# OBX/Avon surf fishing questions



## KingKyle (Mar 22, 2014)

I am going to be at Avon Beach next week and I have never been. I will be mostly surf fishing but may bring my fishing kayak. Is the ocean too rough for kayak fishing at Avon? Are there any calm inlets where big drum are caught that I could kayak fish at? Would like to know the best area to kayak fish and surf fish! Also I would like to surf cast spoons and lures from the beach. Is this area a good spot to surf cast? Any techniques, lures, bait, and good fishing areas would be greatly appreciated! I won't be driving on the beach though...


----------



## phillyguy (Aug 9, 2010)

The answers to all those questions and many more are contained in the pages of this forum, my son. Seek and ye shall find..............


----------



## KingKyle (Mar 22, 2014)

That takes to long....


----------



## AbuMike (Sep 3, 2007)

KingKyle said:


> That takes to long....


So does learning the art of surf fishing... But it's worth it...


----------



## Papa-T (Sep 5, 2011)

Oregon Inlet or near Bonner bridge, IMO


----------



## moose22dog (Feb 17, 2010)

KingKyle said:


> That takes to long....


That's a dumb thing to say, good luck getting info...
Moose


----------



## DANtheJDMan (Aug 29, 2012)

KingKyle said:


> That takes to long....


WOW

WOW, I'm from Iowa "now" and I know more about where to go on OBX than you do and its all because I have spent a little "time" and read posts from:
Surfchunker
Garboman
Drumdumb
AbuMike.....................................................................................................................................

These guys have spent a lifetime on the beach.
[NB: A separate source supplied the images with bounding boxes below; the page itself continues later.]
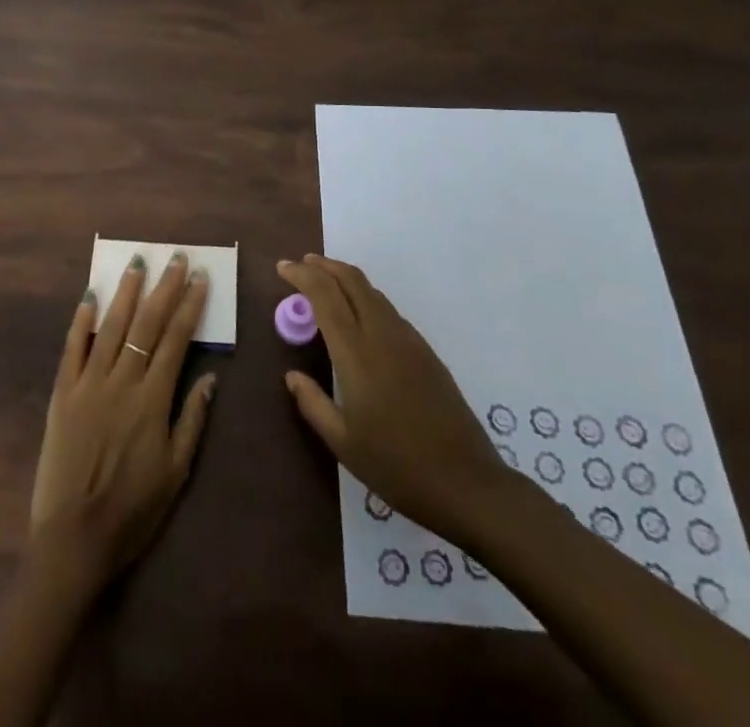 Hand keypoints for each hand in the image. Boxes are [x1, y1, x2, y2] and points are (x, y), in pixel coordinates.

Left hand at [29, 252, 215, 591]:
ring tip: (137, 263)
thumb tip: (210, 378)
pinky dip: (81, 321)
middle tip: (175, 258)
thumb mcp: (176, 473)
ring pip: (111, 327)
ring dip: (126, 293)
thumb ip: (192, 421)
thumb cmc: (133, 510)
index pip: (176, 340)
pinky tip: (89, 297)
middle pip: (146, 324)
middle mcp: (122, 382)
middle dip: (163, 288)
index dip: (189, 306)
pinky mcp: (63, 393)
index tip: (199, 278)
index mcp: (152, 400)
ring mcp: (88, 384)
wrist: (74, 539)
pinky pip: (72, 349)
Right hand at [278, 254, 507, 533]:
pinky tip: (358, 317)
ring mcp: (409, 341)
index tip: (282, 267)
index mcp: (356, 353)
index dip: (302, 275)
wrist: (467, 484)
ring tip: (325, 284)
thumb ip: (312, 404)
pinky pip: (388, 310)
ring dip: (345, 279)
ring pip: (372, 292)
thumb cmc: (397, 466)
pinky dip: (365, 298)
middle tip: (301, 265)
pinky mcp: (426, 352)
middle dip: (324, 266)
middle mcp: (382, 335)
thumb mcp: (343, 443)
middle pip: (351, 280)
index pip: (325, 295)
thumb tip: (291, 376) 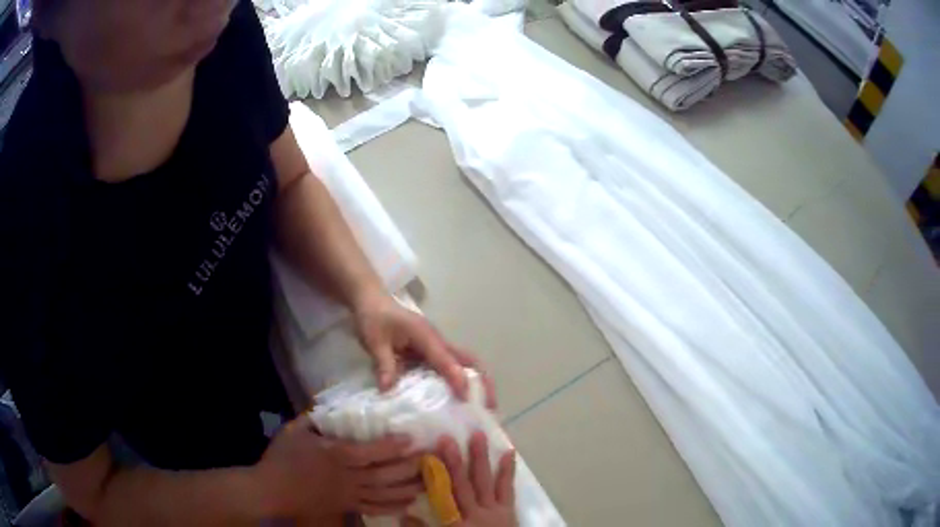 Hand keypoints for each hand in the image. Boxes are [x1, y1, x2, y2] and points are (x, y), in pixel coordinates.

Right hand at [255, 415, 423, 519]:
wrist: (271, 490)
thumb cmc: (281, 458)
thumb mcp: (295, 431)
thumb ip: (315, 418)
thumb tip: (334, 407)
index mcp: (336, 456)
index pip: (370, 452)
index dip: (392, 446)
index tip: (412, 439)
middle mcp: (347, 477)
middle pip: (384, 475)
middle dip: (409, 468)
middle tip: (431, 459)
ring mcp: (348, 495)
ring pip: (384, 494)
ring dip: (408, 488)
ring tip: (428, 481)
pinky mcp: (346, 507)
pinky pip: (373, 509)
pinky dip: (392, 507)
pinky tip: (407, 503)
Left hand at [353, 293, 495, 407]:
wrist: (371, 300)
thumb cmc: (373, 317)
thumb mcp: (374, 340)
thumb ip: (383, 364)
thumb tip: (388, 390)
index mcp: (425, 335)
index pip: (446, 359)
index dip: (457, 378)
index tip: (466, 398)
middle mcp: (436, 340)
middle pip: (468, 360)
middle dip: (481, 381)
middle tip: (489, 405)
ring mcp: (435, 345)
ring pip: (463, 363)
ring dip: (474, 382)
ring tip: (480, 407)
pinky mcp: (430, 351)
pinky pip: (449, 367)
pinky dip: (459, 381)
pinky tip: (456, 400)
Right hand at [438, 432, 517, 526]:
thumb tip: (402, 515)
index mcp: (457, 523)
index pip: (444, 496)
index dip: (436, 476)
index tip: (429, 454)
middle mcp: (476, 513)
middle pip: (464, 485)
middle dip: (455, 462)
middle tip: (448, 438)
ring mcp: (495, 510)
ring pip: (485, 482)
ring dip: (481, 459)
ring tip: (478, 436)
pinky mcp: (509, 510)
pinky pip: (507, 488)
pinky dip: (508, 471)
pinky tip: (509, 453) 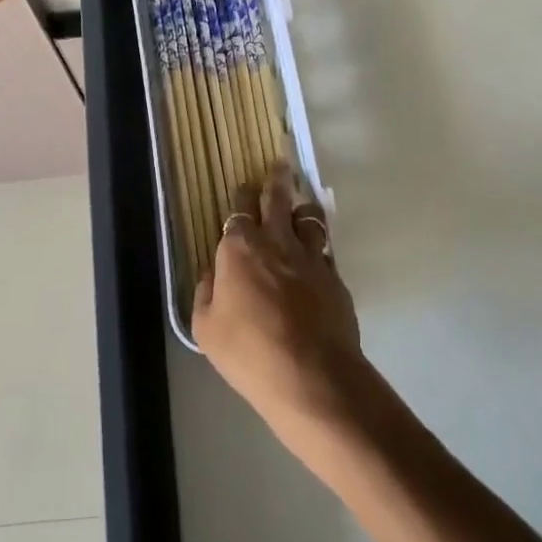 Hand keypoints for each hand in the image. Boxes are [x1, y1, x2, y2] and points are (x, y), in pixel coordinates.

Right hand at [194, 164, 368, 445]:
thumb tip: (213, 274)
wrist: (313, 376)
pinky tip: (316, 254)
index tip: (243, 190)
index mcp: (240, 248)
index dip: (242, 196)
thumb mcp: (206, 328)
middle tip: (280, 165)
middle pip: (277, 199)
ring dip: (302, 209)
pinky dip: (319, 245)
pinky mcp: (335, 277)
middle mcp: (276, 241)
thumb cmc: (249, 352)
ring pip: (309, 217)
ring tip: (301, 206)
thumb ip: (206, 293)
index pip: (240, 208)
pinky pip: (325, 249)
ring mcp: (311, 257)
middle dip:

Learn to read the beach. It will tell you where to fish.

With 9 posts you need to change your name and try again.


----------



## RjTheMetalhead (Dec 3, 2011)

KingKyle said:


> That takes to long....


Well..... fishing may not be for you.
Maybe golf? You won't have to leave MB for that! And plenty of strippers to catch!


----------



## ez2cdave (Oct 13, 2008)

RjTheMetalhead said:


> And plenty of strippers to catch!


"Strippers" are too expensive ... Fishing is much cheaper !


----------



## KingKyle (Mar 22, 2014)

I surf fish quite often. My family has had a beach house in Holden for 30 years, and a river house on the Little Pee Dee for over 50 years, and we owned a lake house on Lake Wateree for almost 20. I have fished different water all my life but have never been to OBX. I thought I would ask a general question and get some actual answers on my thread rather than have to hunt through a bunch of other threads for bits and pieces. I didn't realize there was a bunch of assholes that would rather spend the time to post negative trash talk, than to actually answer my questions. You all took the time to comment but didn't have the decency to take the time to just answer my questions. I have probably spent 10 times as much time as all of you on the water and have more knowledge than all of you combined. Of course I already researched the area but was looking for up to date information for the time I will be there. What a bunch of losers you are.


----------



## RjTheMetalhead (Dec 3, 2011)

Well you took the time to tell us how great you are. Thanks.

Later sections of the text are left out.